Read the records below. Copy each line where the string "lines" occurs.
────────────────
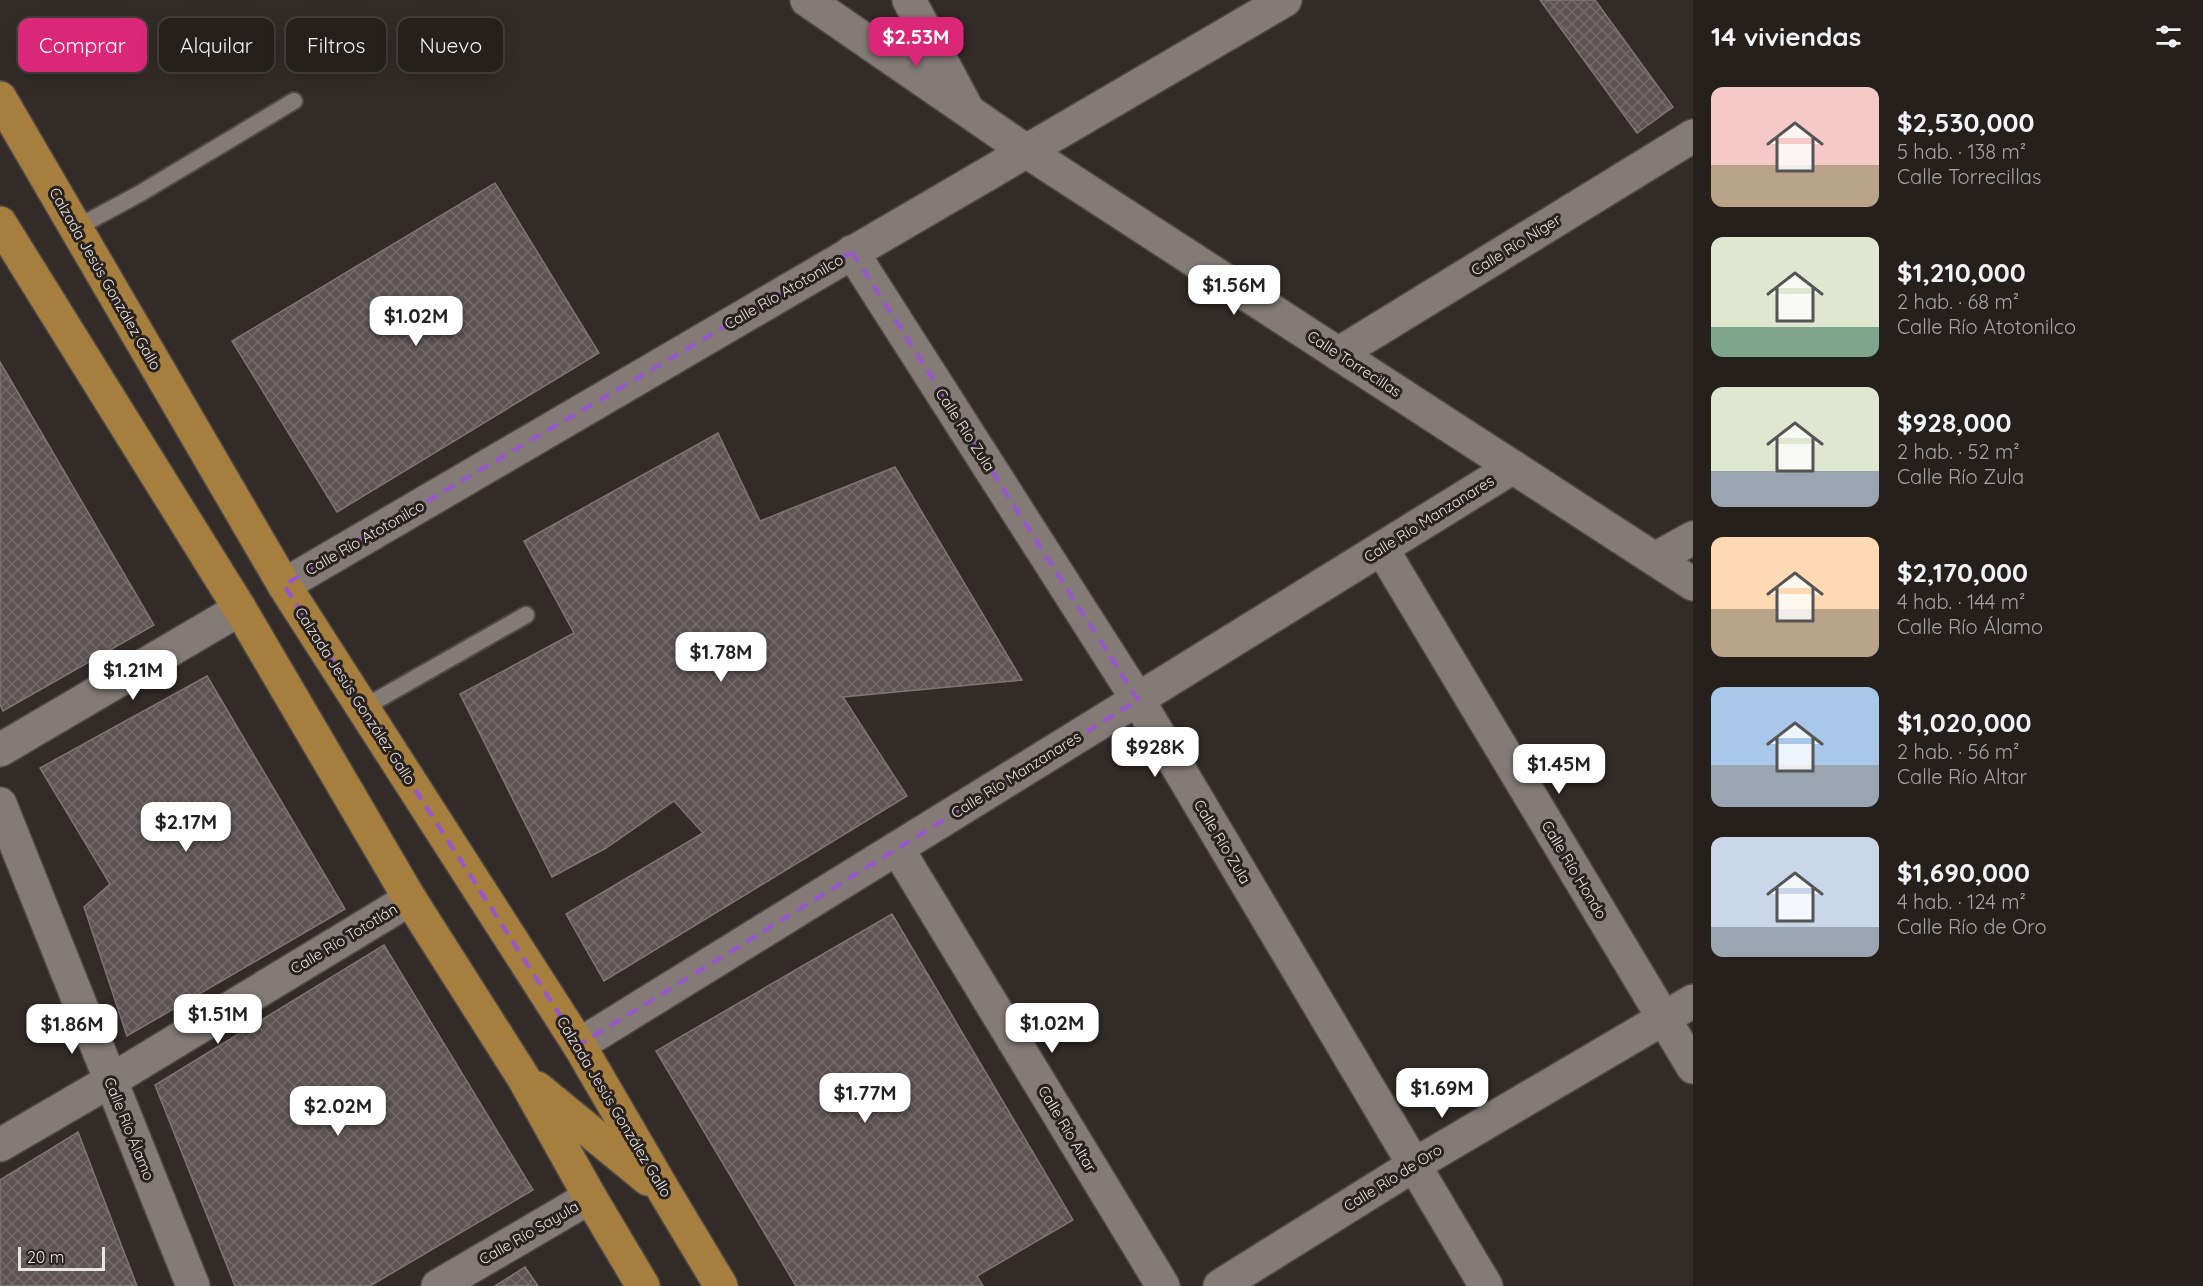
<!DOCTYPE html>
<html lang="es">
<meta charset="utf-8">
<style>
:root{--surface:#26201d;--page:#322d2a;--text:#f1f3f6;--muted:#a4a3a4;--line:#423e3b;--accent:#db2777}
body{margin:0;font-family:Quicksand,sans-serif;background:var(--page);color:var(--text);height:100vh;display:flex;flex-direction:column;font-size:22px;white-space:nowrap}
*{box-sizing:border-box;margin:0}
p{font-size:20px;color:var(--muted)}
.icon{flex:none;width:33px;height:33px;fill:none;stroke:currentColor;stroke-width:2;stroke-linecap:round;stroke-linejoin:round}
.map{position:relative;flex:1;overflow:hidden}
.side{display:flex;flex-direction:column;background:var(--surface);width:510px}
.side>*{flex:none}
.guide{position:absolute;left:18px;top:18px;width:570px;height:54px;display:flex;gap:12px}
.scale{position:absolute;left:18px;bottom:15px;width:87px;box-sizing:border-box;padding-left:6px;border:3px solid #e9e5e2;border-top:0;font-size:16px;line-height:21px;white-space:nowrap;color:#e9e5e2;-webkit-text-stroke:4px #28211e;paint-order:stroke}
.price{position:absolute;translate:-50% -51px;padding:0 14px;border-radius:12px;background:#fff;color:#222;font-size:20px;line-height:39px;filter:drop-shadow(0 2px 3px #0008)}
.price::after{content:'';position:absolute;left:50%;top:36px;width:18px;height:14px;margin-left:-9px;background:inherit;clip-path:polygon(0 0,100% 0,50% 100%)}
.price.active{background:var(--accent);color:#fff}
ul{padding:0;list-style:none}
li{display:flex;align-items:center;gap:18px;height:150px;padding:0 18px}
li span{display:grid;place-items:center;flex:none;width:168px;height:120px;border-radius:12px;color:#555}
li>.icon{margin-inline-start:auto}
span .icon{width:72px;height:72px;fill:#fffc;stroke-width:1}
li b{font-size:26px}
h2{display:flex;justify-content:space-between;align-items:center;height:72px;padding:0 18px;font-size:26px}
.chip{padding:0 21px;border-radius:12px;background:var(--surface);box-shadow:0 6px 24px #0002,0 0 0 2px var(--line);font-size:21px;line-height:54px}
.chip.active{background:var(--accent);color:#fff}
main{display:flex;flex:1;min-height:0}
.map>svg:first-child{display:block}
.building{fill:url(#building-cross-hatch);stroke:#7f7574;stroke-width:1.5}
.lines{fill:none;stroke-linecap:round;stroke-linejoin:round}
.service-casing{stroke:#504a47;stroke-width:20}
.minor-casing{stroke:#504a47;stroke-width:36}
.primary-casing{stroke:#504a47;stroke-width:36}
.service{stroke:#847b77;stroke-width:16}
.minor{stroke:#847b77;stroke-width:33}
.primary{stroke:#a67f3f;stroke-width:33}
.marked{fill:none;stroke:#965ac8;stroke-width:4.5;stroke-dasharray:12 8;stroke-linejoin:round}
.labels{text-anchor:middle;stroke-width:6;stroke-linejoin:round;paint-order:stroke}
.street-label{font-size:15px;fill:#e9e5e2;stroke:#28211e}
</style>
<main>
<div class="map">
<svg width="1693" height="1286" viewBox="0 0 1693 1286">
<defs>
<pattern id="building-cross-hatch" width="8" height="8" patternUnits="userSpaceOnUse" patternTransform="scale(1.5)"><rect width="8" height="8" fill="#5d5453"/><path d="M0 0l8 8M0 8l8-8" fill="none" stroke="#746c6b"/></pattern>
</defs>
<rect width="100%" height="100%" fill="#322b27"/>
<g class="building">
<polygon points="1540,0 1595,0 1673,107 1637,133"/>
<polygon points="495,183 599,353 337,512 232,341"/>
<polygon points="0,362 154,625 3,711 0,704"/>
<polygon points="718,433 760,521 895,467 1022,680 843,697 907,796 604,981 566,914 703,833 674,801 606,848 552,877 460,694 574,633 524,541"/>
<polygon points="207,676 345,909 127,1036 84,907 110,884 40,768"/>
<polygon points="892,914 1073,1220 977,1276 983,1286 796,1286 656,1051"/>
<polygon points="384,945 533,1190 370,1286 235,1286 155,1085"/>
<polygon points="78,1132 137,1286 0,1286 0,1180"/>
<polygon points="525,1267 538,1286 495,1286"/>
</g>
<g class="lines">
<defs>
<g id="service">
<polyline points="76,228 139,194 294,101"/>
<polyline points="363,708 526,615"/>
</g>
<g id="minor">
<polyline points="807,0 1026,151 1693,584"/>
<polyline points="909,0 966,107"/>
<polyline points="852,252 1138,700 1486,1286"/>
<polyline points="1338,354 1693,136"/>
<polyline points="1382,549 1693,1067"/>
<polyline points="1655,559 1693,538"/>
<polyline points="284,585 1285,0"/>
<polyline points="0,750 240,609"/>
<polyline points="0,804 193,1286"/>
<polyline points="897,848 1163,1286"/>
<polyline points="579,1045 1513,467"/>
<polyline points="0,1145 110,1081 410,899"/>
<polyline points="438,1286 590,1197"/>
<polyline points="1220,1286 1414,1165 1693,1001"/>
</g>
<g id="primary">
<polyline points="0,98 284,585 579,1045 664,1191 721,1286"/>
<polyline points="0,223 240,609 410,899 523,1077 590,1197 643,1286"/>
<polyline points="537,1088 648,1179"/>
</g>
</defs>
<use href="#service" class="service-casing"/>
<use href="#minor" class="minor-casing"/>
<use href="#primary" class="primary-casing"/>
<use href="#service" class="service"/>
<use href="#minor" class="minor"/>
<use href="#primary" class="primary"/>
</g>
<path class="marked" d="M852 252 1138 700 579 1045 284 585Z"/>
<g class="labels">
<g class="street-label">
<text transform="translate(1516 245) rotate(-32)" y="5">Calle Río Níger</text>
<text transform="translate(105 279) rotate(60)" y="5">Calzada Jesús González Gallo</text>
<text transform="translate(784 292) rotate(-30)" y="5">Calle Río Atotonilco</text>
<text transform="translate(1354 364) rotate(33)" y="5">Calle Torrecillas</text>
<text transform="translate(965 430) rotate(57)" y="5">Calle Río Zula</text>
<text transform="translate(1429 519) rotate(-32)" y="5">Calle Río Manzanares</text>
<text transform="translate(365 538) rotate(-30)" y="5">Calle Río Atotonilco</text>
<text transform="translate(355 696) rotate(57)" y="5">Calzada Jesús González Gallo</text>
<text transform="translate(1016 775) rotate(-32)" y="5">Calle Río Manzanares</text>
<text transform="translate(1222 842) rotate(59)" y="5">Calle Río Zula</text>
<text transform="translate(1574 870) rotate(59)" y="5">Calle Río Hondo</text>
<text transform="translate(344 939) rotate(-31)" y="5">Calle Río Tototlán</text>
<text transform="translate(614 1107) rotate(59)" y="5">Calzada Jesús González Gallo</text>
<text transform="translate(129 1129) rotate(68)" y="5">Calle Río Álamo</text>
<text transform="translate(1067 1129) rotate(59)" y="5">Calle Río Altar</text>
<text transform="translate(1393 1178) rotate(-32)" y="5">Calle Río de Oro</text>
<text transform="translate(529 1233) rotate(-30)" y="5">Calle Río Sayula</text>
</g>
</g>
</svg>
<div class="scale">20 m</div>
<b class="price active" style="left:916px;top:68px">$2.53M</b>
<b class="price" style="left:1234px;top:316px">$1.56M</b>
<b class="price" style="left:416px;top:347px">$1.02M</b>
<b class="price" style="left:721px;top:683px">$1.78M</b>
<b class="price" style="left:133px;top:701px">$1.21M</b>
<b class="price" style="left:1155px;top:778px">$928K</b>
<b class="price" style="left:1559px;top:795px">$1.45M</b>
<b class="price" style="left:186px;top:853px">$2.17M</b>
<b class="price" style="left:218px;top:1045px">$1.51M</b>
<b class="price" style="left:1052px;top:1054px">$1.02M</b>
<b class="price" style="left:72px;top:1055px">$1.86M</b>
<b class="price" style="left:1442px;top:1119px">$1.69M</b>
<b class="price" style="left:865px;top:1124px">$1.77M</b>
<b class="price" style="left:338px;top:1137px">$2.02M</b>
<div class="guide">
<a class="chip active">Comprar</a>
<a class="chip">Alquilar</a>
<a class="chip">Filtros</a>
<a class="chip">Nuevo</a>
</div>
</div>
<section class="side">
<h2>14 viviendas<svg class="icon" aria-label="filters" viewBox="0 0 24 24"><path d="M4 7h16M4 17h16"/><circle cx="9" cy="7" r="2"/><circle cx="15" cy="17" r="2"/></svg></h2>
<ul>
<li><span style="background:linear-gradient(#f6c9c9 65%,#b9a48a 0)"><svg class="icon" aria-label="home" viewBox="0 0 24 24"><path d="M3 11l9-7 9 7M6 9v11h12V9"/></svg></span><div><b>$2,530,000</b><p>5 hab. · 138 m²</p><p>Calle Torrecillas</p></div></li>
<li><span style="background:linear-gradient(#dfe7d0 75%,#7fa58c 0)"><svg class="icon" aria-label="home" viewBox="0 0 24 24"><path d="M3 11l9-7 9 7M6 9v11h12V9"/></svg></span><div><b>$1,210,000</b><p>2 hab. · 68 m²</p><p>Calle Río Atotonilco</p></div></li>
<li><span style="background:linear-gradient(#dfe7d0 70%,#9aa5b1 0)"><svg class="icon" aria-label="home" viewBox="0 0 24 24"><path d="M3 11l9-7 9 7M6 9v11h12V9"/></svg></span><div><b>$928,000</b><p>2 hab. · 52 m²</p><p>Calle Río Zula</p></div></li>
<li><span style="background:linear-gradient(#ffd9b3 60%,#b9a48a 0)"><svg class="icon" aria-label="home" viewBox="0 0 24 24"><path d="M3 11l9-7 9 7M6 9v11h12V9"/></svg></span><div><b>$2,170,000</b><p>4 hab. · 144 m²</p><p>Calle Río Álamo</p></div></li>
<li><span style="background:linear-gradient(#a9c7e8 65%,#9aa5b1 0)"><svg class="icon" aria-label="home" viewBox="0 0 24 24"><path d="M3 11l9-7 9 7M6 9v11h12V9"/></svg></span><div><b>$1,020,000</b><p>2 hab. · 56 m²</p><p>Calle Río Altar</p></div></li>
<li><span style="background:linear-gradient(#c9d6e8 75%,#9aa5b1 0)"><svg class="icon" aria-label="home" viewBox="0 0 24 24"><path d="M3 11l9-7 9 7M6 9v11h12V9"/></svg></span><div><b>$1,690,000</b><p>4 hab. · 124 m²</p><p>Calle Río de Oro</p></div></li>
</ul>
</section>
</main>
────────────────
* [OUTPUT FOR THIS TASK]:
.lines{fill:none;stroke-linecap:round;stroke-linejoin:round}
<g class="lines">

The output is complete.